The composite time scale allows comparison of the times when laminated shale was deposited in different sites. The conditions necessary for formation of individual laminated shale beds were apparently determined locally, but require further investigation to fully explain their occurrence. Consequently, individual beds cannot be confidently correlated between sites. Nevertheless, allowing for the incompleteness of the records, Lavernock, the West Somerset Coast and Lyme Regis have similar times with increased likelihood of deposition of laminated strata (a greater proportion of laminated shale or laminated limestone overall) late in the Planorbis Subzone and in the middle of the Johnstoni Subzone (Fig. 14). Similarities also exist in the timing of laminated shale deposition in the middle of the Portlocki Subzone, Liasicus Zone, at Lyme Regis and in West Somerset and possibly Southam Quarry, and in the Extranodosa Subzone and later part of the Depressa Subzone (Fig. 15).

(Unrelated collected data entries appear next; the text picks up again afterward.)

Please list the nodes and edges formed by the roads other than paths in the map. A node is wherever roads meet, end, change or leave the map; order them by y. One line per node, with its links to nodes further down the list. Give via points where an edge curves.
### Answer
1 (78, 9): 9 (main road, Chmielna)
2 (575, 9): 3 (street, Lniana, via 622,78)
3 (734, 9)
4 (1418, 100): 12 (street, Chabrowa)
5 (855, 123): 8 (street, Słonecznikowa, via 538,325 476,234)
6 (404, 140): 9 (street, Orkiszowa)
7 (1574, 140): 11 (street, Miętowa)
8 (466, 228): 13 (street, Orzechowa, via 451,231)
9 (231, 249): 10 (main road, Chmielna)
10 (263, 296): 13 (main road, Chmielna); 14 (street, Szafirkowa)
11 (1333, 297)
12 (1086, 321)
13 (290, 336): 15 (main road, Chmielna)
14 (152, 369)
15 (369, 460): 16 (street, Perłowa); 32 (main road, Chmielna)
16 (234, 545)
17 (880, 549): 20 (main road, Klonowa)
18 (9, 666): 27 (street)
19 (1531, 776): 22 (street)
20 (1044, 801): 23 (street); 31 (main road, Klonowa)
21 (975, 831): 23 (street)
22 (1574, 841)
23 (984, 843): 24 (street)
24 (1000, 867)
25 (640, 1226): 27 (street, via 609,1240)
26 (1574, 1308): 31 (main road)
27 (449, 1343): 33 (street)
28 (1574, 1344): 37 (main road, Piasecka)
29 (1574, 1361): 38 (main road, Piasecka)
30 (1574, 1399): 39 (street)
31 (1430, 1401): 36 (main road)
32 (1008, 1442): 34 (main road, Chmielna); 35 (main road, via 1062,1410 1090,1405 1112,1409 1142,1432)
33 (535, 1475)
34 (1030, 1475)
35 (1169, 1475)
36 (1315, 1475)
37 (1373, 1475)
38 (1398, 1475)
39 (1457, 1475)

Figure 16 shows all the vol. MS data plotted on the composite time scale together with the tuned Southam Quarry data, shown in grey, aligned using the base of the Bucklandi Zone (cf. Fig. 2). There is a lack of biohorizon controls for the Portlocki Subzone of the Liasicus Zone at both Lavernock and Southam Quarry. Nevertheless, the tuned time scales above the base of the Liasicus Zone at Lavernock, and below the top of the Liasicus Zone at Southam Quarry, imply that the maximum vol. MS of the marls and laminated shales occurred close to the time corresponding to the Portlocki–Laqueus subzone boundary as found in West Somerset and at Lyme Regis. The changes in likelihood of laminated sediment deposition and, separately, the changes in the vol. MS of the marls and laminated shales were nearly synchronous across the four sites (Fig. 16). The changes in average vol. MS were possibly linked to long-term (ammonite-zone scale) changes in sea level (Weedon et al. Reference Weedon, Jenkyns and Page2018).

Fig. 16.

Data from Lavernock, the West Somerset Coast and Lyme Regis on the complete composite time scale (compare with Fig. 2). Data from Southam Quarry in grey on the local tuned time scale have been aligned with the composite time scale using the base of the Bucklandi Zone for correlation. Dashed zonal boundaries have been located via correlations on the composite time scale (Section 9.b). ‘E’ above the filter output columns indicates inferred short eccentricity cycles. Ma – million years; Trias. – Triassic; Rha. – Rhaetian; Sinem. – Sinemurian; L. – Laqueus; Ext. – Extranodosa; Complan. – Complanata; Depr. – Depressa; Conyb. – Conybeari; GSSP – Global Boundary Stratotype Section and Point (base Sinemurian Stage).